▸ WHAT THE TASK REQUIRES
Go over the data and keep only the lines that include "Шептицького".

┌─ RECORDS FOR PROCESSING

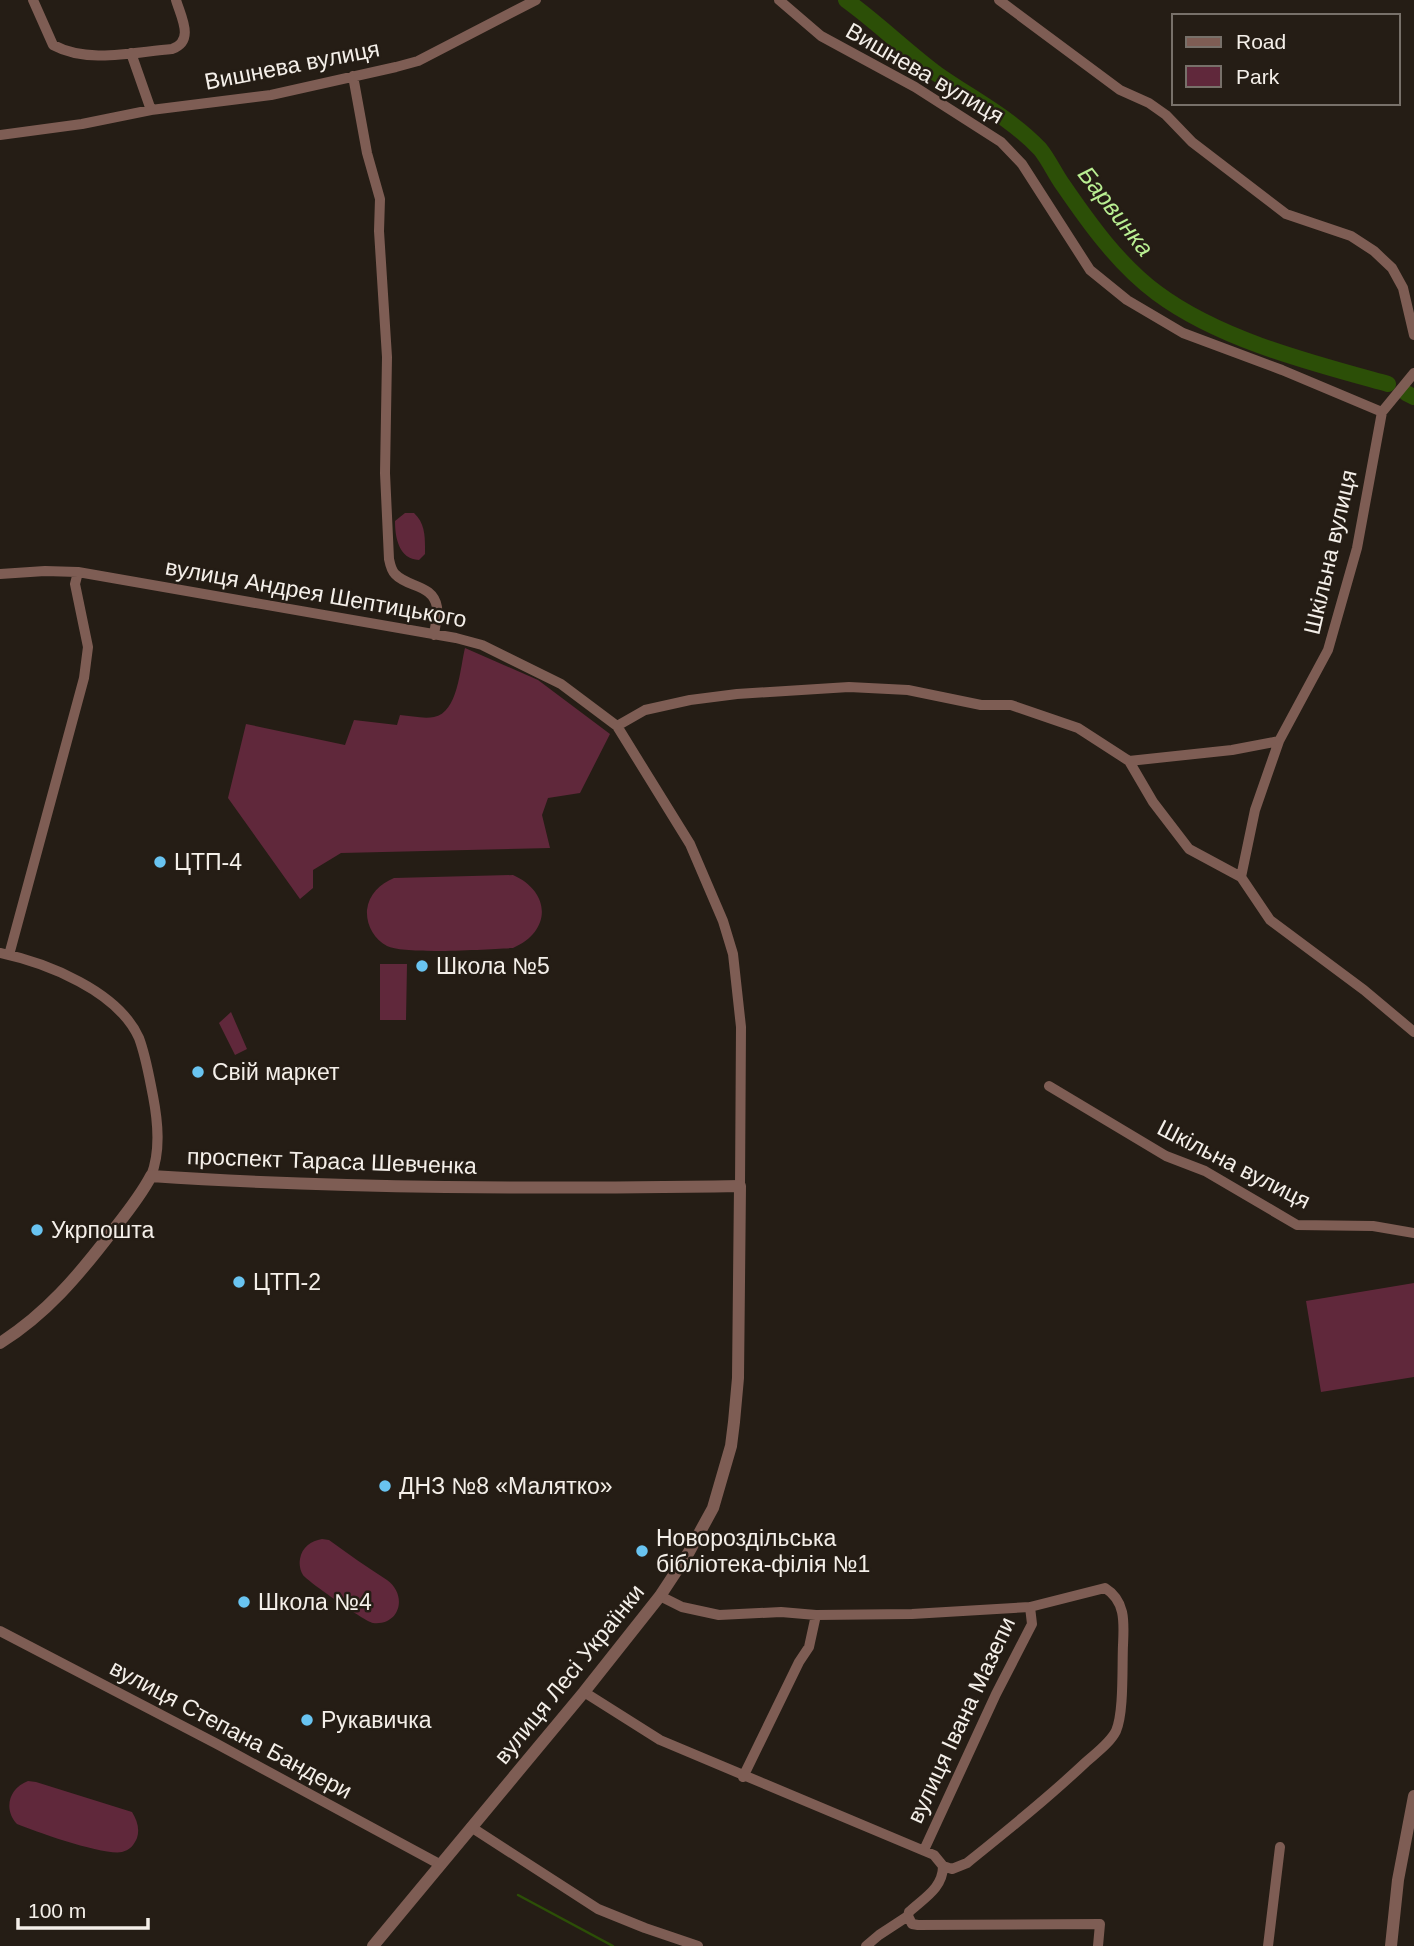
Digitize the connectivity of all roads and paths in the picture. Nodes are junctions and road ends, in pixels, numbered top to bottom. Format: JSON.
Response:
{"nodes":[{"id":1,"x":33,"y":0,"type":"edge"},
{"id":2,"x":176,"y":0,"type":"edge"},
{"id":3,"x":536,"y":0,"type":"edge"},
{"id":4,"x":779,"y":0,"type":"edge"},
{"id":5,"x":999,"y":0,"type":"edge"},
{"id":6,"x":522,"y":3,"type":"edge"},
{"id":7,"x":131,"y":53,"type":"junction"},
{"id":8,"x":353,"y":76,"type":"junction"},
{"id":9,"x":151,"y":110,"type":"junction"},
{"id":10,"x":0,"y":135,"type":"edge"},
{"id":11,"x":1414,"y":335,"type":"edge"},
{"id":12,"x":1414,"y":373,"type":"edge"},
{"id":13,"x":1382,"y":412,"type":"junction"},
{"id":14,"x":78,"y":572,"type":"junction"},
{"id":15,"x":0,"y":574,"type":"edge"},
{"id":16,"x":434,"y":635,"type":"junction"},
{"id":17,"x":617,"y":726,"type":"junction"},
{"id":18,"x":1279,"y":741,"type":"junction"},
{"id":19,"x":1129,"y":761,"type":"junction"},
{"id":20,"x":1241,"y":877,"type":"junction"},
{"id":21,"x":5,"y":954,"type":"edge"},
{"id":22,"x":1414,"y":1032,"type":"edge"},
{"id":23,"x":1049,"y":1086,"type":"dead end"},
{"id":24,"x":151,"y":1176,"type":"junction"},
{"id":25,"x":740,"y":1186,"type":"junction"},
{"id":26,"x":1414,"y":1233,"type":"edge"},
{"id":27,"x":0,"y":1343,"type":"edge"},
{"id":28,"x":660,"y":1595,"type":"junction"},
{"id":29,"x":1030,"y":1607,"type":"junction"},
{"id":30,"x":816,"y":1615,"type":"junction"},
{"id":31,"x":0,"y":1631,"type":"edge"},
{"id":32,"x":587,"y":1694,"type":"junction"},
{"id":33,"x":743,"y":1777,"type":"junction"},
{"id":34,"x":1414,"y":1796,"type":"edge"},
{"id":35,"x":473,"y":1828,"type":"junction"},
{"id":36,"x":1280,"y":1847,"type":"dead end"},
{"id":37,"x":924,"y":1850,"type":"junction"},
{"id":38,"x":441,"y":1865,"type":"junction"},
{"id":39,"x":943,"y":1866,"type":"junction"},
{"id":40,"x":908,"y":1916,"type":"junction"},
{"id":41,"x":373,"y":1946,"type":"edge"},
{"id":42,"x":698,"y":1946,"type":"edge"},
{"id":43,"x":866,"y":1946,"type":"edge"},
{"id":44,"x":1098,"y":1946,"type":"edge"},
{"id":45,"x":1268,"y":1946,"type":"edge"},
{"id":46,"x":1391,"y":1946,"type":"edge"}],
"edges":[{"from":1,"to":7,"type":"street"},
{"from":2,"to":7,"type":"street"},
{"from":3,"to":6,"type":"street","name":"Вишнева вулиця"},
{"from":4,"to":13,"type":"street","name":"Вишнева вулиця"},
{"from":5,"to":11,"type":"street"},
{"from":6,"to":8,"type":"street","name":"Вишнева вулиця"},
{"from":7,"to":9,"type":"street"},
{"from":8,"to":9,"type":"street","name":"Вишнева вулиця"},
{"from":8,"to":16,"type":"street"},
{"from":9,"to":10,"type":"street","name":"Вишнева вулиця"},
{"from":12,"to":13,"type":"street","name":"Шкільна вулиця"},
{"from":13,"to":18,"type":"street","name":"Шкільна вулиця"},
{"from":14,"to":15,"type":"street","name":"вулиця Андрея Шептицького"},
{"from":14,"to":16,"type":"street","name":"вулиця Андрея Шептицького"},
{"from":14,"to":21,"type":"street"},
{"from":16,"to":17,"type":"street","name":"вулиця Андрея Шептицького"},
{"from":17,"to":19,"type":"street"},
{"from":17,"to":25,"type":"street","name":"вулиця Андрея Шептицького"},
{"from":18,"to":19,"type":"street"},
{"from":18,"to":20,"type":"street","name":"Шкільна вулиця"},
{"from":19,"to":20,"type":"street"},
{"from":20,"to":22,"type":"street"},
{"from":21,"to":24,"type":"street"},
{"from":23,"to":26,"type":"street","name":"Шкільна вулиця"},
{"from":24,"to":25,"type":"street","name":"проспект Тараса Шевченка"},
{"from":24,"to":27,"type":"street"},
{"from":25,"to":28,"type":"street","name":"вулиця Лесі Українки"},
{"from":28,"to":30,"type":"street"},
{"from":28,"to":32,"type":"street","name":"вулиця Лесі Українки"},
{"from":29,"to":30,"type":"street"},
{"from":29,"to":37,"type":"street","name":"вулиця Івана Мазепи"},
{"from":29,"to":39,"type":"street"},
{"from":30,"to":33,"type":"street"},
{"from":31,"to":38,"type":"street","name":"вулиця Степана Бандери"},
{"from":32,"to":33,"type":"street"},
{"from":32,"to":35,"type":"street","name":"вулиця Лесі Українки"},
{"from":33,"to":37,"type":"street"},
{"from":34,"to":46,"type":"street"},
{"from":35,"to":38,"type":"street","name":"вулиця Лесі Українки"},
{"from":35,"to":42,"type":"street"},
{"from":36,"to":45,"type":"street"},
{"from":37,"to":39,"type":"street"},
{"from":38,"to":41,"type":"street","name":"вулиця Лесі Українки"},
{"from":39,"to":40,"type":"street"},
{"from":40,"to":43,"type":"street"},
{"from":40,"to":44,"type":"street"}]}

└─

▸ PROBLEM SOLUTION
{"from":14,"to":15,"type":"street","name":"вулиця Андрея Шептицького"},
{"from":14,"to":16,"type":"street","name":"вулиця Андрея Шептицького"},
{"from":16,"to":17,"type":"street","name":"вулиця Андрея Шептицького"},
{"from":17,"to":25,"type":"street","name":"вулиця Андрея Шептицького"},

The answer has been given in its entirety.